Steve Cuozzo

Steve Cuozzo

Food & Drink

This $80 million veggie burger is not very good


There’s a new, meat-free challenger to the city’s burger hierarchy — but from Minetta Tavern’s luscious Black Label number to ubiquitous Big Macs, the reigning favorites can relax.

The Impossible Burger — a hotly awaited, laboratory-created, all-plant product meant to look, taste and smell like beef and even ooze “blood” — was unveiled Tuesday by its biochemist creator Patrick O. Brown and superchef David Chang.

It’s taken Brown’s Impossible Foods lab five years and $80 million — $80 million — to turn out a burger I wouldn’t pay 80 cents for. And I definitely wouldn’t pay $12 for it, which is how much it will go for at Momofuku Nishi, Chang’s Chelsea restaurant that will start serving the burger on Wednesday.

Steve Cuozzo is unimpressed by the Impossible Burger.Annie Wermiel

The Impossible Burger promises to wean a nation of carnivores off ground beef for the pleasures of wheat, potato protein, coconut oil, ever popular xanthan gum and a mysterious substance called heme.

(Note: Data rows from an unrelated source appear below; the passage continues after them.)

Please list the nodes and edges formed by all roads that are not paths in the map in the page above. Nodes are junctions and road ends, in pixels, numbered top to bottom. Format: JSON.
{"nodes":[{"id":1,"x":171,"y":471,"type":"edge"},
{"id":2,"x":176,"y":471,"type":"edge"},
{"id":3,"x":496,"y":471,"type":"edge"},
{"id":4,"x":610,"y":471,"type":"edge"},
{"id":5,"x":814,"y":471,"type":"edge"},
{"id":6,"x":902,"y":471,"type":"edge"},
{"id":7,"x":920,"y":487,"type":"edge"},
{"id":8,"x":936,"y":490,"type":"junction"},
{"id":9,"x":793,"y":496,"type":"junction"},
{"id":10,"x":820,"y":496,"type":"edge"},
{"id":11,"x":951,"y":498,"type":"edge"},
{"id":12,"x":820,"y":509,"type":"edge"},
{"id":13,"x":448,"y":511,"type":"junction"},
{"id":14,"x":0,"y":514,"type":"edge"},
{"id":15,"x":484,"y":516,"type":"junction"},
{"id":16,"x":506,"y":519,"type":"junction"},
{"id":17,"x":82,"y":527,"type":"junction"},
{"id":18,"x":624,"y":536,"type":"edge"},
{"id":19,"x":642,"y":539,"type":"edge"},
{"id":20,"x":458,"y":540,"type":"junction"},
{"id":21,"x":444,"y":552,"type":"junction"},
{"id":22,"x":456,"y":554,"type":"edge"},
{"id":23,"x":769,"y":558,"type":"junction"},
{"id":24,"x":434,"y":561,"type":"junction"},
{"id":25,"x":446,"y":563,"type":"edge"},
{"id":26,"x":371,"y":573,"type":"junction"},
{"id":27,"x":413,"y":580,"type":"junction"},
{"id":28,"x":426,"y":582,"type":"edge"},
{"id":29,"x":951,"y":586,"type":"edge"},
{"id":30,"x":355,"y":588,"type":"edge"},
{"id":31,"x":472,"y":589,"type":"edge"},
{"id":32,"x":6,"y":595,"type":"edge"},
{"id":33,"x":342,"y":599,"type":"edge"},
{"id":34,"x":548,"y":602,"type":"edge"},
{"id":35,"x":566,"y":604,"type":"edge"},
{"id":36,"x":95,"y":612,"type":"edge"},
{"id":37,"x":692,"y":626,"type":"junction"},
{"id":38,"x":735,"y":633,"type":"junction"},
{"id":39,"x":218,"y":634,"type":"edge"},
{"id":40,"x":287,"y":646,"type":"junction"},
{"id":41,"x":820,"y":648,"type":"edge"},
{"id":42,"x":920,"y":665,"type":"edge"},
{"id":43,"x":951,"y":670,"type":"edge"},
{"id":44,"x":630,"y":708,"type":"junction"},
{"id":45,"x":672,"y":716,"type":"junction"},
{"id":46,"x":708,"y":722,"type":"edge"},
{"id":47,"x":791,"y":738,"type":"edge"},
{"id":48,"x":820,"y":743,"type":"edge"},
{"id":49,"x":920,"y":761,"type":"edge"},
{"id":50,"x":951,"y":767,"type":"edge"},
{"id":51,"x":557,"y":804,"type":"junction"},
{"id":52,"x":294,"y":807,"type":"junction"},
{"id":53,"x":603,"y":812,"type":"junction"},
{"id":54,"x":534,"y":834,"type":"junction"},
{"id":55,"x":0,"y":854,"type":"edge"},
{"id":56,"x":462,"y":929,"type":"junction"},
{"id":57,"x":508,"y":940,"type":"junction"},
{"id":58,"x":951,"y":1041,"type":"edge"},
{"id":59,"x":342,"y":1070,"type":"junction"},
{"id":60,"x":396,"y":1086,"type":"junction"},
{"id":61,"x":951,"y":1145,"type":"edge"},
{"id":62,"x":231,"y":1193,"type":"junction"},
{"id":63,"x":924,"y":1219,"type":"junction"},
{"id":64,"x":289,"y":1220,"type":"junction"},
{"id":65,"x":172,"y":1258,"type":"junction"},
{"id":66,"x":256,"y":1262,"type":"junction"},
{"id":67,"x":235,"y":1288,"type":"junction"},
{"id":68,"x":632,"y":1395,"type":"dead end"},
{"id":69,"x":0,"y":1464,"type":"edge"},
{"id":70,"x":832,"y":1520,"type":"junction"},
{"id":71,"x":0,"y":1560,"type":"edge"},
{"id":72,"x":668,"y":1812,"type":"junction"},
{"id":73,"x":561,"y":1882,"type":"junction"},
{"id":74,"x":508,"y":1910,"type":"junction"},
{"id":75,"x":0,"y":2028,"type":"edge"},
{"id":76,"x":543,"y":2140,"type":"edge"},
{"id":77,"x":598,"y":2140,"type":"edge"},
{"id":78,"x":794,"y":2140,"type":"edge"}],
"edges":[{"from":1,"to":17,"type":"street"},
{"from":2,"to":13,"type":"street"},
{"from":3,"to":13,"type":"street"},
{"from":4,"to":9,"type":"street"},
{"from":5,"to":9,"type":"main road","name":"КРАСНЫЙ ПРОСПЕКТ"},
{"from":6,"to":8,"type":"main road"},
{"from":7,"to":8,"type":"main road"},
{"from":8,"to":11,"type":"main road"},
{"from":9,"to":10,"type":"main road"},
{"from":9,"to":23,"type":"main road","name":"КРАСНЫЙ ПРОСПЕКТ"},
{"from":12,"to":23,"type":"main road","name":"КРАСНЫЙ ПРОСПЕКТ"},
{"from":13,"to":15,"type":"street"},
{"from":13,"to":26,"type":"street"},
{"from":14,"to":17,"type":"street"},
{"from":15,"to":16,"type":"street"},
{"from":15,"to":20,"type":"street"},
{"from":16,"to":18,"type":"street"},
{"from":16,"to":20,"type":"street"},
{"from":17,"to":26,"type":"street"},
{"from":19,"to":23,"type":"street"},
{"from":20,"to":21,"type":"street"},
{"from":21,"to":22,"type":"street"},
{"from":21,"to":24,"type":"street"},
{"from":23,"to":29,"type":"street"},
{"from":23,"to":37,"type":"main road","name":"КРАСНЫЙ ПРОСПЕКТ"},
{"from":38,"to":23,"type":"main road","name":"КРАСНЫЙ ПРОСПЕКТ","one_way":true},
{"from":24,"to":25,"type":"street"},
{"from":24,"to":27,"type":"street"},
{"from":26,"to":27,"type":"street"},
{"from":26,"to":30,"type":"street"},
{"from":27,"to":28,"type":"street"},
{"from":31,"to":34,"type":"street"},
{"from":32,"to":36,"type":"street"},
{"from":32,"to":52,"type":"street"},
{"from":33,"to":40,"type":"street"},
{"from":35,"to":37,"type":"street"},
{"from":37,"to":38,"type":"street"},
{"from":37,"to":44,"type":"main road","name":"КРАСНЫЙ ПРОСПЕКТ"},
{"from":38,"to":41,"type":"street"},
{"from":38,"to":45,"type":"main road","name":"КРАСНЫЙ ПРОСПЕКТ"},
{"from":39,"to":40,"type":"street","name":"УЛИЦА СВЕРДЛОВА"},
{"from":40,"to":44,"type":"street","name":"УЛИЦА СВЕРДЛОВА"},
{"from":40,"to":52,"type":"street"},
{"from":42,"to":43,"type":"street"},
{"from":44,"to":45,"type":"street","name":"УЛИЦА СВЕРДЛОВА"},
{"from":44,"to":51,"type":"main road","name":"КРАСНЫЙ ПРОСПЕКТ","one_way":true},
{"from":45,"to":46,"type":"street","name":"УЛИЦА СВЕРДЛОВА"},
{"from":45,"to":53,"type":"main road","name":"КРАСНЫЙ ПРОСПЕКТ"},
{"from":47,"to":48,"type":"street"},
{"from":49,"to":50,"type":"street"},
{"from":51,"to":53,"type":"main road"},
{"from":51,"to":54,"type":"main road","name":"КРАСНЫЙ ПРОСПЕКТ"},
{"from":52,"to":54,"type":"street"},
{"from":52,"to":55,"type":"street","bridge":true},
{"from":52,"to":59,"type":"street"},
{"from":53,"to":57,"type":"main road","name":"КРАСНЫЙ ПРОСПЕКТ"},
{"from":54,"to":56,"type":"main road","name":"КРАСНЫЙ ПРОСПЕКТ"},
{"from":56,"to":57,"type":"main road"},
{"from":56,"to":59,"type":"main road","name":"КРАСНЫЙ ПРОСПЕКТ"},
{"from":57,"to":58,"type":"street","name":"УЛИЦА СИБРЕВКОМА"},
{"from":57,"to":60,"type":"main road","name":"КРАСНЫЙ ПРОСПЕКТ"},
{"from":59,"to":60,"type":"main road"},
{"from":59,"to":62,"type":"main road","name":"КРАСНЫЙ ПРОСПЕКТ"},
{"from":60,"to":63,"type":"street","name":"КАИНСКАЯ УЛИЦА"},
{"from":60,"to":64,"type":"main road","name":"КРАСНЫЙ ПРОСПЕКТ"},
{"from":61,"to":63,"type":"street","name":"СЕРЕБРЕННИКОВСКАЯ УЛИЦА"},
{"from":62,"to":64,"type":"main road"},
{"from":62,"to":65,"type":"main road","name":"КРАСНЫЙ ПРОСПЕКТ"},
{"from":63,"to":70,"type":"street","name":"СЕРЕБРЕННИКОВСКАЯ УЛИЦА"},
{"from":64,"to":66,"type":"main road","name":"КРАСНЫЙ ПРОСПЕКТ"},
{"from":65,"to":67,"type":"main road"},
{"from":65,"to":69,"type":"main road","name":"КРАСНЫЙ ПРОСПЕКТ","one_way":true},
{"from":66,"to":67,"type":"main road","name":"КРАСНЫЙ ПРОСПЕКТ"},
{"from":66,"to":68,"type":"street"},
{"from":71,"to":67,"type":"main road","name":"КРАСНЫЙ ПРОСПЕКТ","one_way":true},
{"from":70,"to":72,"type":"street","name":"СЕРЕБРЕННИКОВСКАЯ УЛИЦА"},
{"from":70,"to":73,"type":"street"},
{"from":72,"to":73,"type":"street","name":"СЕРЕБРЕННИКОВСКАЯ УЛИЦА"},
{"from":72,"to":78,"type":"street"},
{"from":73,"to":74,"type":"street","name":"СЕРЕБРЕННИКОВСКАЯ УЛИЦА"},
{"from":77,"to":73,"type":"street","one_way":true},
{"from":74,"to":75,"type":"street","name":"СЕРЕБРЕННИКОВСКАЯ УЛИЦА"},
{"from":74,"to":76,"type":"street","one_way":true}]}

The end result of a five-year, Manhattan Project-like crusade by a team of “awesome scientists,” in Brown’s words, as well as nutritionists and chefs, the all-vegan Impossible aims to reproduce the “sights, sounds, smells, textures and most importantly flavors” of an actual beef burger.

The key element, heme, is a chemical compound that Brown calls a “basic building block of life on earth.” It occurs naturally in animal muscle and legumes, but is synthesized from yeast and substances unknown at Impossible Foods’ Redwood City, Calif., facility.

Heme supposedly generates not only the flavor, but the “bleed” that’s prized by beef lovers. However, the prized ooze barely showed up in the three IBs I tasted.

The crumbly, thin patty — once I peeled it free from a potato bun, romaine lettuce, tomatoes, pickles, cheese-like substance and sticky “special sauce” they wouldn’t identify — had a slightly gristly texture, meh mouth feel and scarcely more bogus-beef quality than that of common veggie burgers made from grains and legumes.

The best part was what I took to be a dairy-free imitation of American cheese — yeast and nuts, perhaps? — but which turned out to be actual American cheese.

Eh? What’s that doing with a product that’s supposed to be made entirely from plants?

“People want [cheese],” a cheerful Chang said, with a shrug after he’d finished whipping up a bunch of IBs on the griddle.

Brown summed up his creation, by saying “it’s a waste of time if it’s not delicious.”
It’s a waste then. Hey, maybe another five years and $80 million more will do the trick.